··· DATA FOR REVIEW ···

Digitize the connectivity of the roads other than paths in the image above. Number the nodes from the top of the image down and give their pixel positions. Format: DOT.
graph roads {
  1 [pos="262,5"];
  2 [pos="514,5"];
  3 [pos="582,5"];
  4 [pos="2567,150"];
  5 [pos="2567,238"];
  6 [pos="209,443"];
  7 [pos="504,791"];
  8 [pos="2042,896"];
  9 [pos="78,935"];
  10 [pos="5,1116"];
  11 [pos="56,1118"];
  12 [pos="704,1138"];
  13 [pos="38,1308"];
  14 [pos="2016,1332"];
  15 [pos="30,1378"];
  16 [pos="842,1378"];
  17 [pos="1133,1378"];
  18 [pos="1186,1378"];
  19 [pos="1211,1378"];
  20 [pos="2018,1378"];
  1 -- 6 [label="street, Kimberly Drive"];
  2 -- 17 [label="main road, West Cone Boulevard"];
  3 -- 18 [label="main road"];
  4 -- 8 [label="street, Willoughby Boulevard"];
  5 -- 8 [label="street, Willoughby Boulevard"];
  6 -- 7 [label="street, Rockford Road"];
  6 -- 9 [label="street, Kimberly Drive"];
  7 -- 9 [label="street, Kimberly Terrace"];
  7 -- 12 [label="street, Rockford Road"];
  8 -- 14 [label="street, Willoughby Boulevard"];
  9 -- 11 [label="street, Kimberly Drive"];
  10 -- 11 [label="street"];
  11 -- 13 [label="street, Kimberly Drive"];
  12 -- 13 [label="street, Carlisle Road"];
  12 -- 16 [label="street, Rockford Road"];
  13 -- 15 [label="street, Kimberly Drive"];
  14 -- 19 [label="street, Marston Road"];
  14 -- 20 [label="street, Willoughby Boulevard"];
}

···

• ACTION ITEM: All the lines above should come back exactly as written.

• RESULT OF THE EXERCISE:
Digitize the connectivity of the roads other than paths in the image above. Number the nodes from the top of the image down and give their pixel positions. Format: DOT.
graph roads {
  1 [pos="262,5"];
  2 [pos="514,5"];
  3 [pos="582,5"];
  4 [pos="2567,150"];
  5 [pos="2567,238"];
  6 [pos="209,443"];
  7 [pos="504,791"];
  8 [pos="2042,896"];
  9 [pos="78,935"];
  10 [pos="5,1116"];
  11 [pos="56,1118"];
  12 [pos="704,1138"];
  13 [pos="38,1308"];
  14 [pos="2016,1332"];
  15 [pos="30,1378"];
  16 [pos="842,1378"];
  17 [pos="1133,1378"];
  18 [pos="1186,1378"];
  19 [pos="1211,1378"];
  20 [pos="2018,1378"];
  1 -- 6 [label="street, Kimberly Drive"];
  2 -- 17 [label="main road, West Cone Boulevard"];
  3 -- 18 [label="main road"];
  4 -- 8 [label="street, Willoughby Boulevard"];
  5 -- 8 [label="street, Willoughby Boulevard"];
  6 -- 7 [label="street, Rockford Road"];
  6 -- 9 [label="street, Kimberly Drive"];
  7 -- 9 [label="street, Kimberly Terrace"];
  7 -- 12 [label="street, Rockford Road"];
  8 -- 14 [label="street, Willoughby Boulevard"];
  9 -- 11 [label="street, Kimberly Drive"];
  10 -- 11 [label="street"];
  11 -- 13 [label="street, Kimberly Drive"];
  12 -- 13 [label="street, Carlisle Road"];
  12 -- 16 [label="street, Rockford Road"];
  13 -- 15 [label="street, Kimberly Drive"];
  14 -- 19 [label="street, Marston Road"];
  14 -- 20 [label="street, Willoughby Boulevard"];
}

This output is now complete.